The opposite of a synchronous function is an asynchronous function, which inspired the name cudaMemcpyAsync(). The call to cudaMemcpyAsync() simply places a request to perform a memory copy into the stream specified by the argument stream. When the call returns, there is no guarantee that the copy has even started yet, much less that it has finished. The guarantee that we have is that the copy will definitely be performed before the next operation placed into the same stream. It is required that any host memory pointers passed to cudaMemcpyAsync() have been allocated by cudaHostAlloc(). That is, you are only allowed to schedule asynchronous copies to or from page-locked memory.

Notice that the angle-bracketed kernel launch also takes an optional stream argument. This kernel launch is asynchronous, just like the preceding two memory copies to the GPU and the trailing memory copy back from the GPU. Technically, we can end an iteration of this loop without having actually started any of the memory copies or kernel execution. As we mentioned, all that we are guaranteed is that the first copy placed into the stream will execute before the second copy. Moreover, the second copy will complete before the kernel starts, and the kernel will complete before the third copy starts. So as we’ve mentioned earlier in this chapter, a stream acts just like an ordered queue of work for the GPU to perform.

When the for() loop has terminated, there could still be quite a bit of work queued up for the GPU to finish. If we would like to guarantee that the GPU is done with its computations and memory copies, we need to synchronize it with the host. That is, we basically want to tell the host to sit around and wait for the GPU to finish before proceeding. We accomplish that by calling cudaStreamSynchronize() and specifying the stream that we want to wait for:

image

Since the computations and copies have completed after synchronizing stream with the host, we can stop our timer, collect our performance data, and free our input and output buffers.

image

Finally, before exiting the application, we destroy the stream that we were using to queue the GPU operations.

image

To be honest, this example has done very little to demonstrate the power of streams. Of course, even using a single stream can help speed up an application if we have work we want to complete on the host while the GPU is busy churning through the work we’ve stuffed into a stream. But assuming that we don’t have much to do on the host, we can still speed up applications by using streams, and in the next section we’ll take a look at how this can be accomplished.

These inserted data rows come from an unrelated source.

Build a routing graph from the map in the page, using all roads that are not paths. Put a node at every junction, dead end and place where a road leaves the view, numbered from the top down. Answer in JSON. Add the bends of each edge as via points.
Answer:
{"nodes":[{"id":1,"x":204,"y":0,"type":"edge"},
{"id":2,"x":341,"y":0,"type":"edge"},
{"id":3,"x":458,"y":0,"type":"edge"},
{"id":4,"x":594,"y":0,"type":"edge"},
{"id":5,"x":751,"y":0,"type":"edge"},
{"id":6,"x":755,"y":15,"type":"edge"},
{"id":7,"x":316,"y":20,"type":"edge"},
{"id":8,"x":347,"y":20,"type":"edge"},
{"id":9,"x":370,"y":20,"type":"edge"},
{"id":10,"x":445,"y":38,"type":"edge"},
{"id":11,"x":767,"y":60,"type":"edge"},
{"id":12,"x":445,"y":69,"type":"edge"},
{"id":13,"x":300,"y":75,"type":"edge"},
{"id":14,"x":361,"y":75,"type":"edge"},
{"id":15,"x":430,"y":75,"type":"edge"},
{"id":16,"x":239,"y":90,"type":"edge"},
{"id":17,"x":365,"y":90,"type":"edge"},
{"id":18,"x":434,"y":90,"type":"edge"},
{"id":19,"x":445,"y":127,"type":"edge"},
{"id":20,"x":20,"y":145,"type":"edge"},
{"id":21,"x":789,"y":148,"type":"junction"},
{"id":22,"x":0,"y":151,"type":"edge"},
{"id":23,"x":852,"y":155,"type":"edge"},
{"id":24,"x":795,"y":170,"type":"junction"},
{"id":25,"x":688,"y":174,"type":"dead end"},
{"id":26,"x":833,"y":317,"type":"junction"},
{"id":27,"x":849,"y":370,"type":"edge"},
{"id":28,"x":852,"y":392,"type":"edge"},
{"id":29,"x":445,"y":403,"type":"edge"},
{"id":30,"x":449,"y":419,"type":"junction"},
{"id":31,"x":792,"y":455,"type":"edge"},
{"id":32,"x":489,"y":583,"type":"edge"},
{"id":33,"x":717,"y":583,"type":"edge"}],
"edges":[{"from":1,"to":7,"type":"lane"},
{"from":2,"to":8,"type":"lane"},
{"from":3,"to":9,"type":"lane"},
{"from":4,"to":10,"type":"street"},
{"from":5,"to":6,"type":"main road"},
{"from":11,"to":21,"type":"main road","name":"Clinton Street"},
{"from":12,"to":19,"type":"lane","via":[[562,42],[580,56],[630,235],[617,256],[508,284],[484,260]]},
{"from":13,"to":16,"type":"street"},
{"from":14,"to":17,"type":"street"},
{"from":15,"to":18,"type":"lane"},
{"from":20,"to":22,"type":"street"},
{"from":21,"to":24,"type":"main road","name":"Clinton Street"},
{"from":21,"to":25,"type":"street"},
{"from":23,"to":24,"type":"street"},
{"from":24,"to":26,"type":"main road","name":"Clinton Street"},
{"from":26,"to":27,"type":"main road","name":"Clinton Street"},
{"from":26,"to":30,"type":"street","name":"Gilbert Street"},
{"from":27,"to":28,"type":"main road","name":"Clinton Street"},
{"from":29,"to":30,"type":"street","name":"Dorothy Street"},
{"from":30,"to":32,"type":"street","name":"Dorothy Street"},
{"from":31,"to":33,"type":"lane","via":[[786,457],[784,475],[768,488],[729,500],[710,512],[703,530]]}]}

10.5 Using Multiple CUDA Streams

Let’s adapt the single-stream example from Section 10.4: Using a Single CUDA Stream to perform its work in two different streams. At the beginning of the previous example, we checked that the device indeed supported overlap and broke the computation into chunks. The idea underlying the improved version of this application is simple and relies on two things: the “chunked” computation and the overlap of memory copies with kernel execution. We endeavor to get stream 1 to copy its input buffers to the GPU while stream 0 is executing its kernel. Then stream 1 will execute its kernel while stream 0 copies its results to the host. Stream 1 will then copy its results to the host while stream 0 begins executing its kernel on the next chunk of data. Assuming that our memory copies and kernel executions take roughly the same amount of time, our application’s execution timeline might look something like Figure 10.1. The figure assumes that the GPU can perform a memory copy and a kernel execution at the same time, so empty boxes represent time when one stream is waiting to execute an operation that it cannot overlap with the other stream’s operation. Note also that calls to cudaMemcpyAsync() are abbreviated in the remaining figures in this chapter, represented simply as “memcpy.”

image

Figure 10.1 Timeline of intended application execution using two independent streams

In fact, the execution timeline can be even more favorable than this; some newer NVIDIA GPUs support simultaneous kernel execution and two memory copies, one to the device and one from the device. But on any device that supports the overlap of memory copies and kernel execution, the overall application should accelerate when we use multiple streams.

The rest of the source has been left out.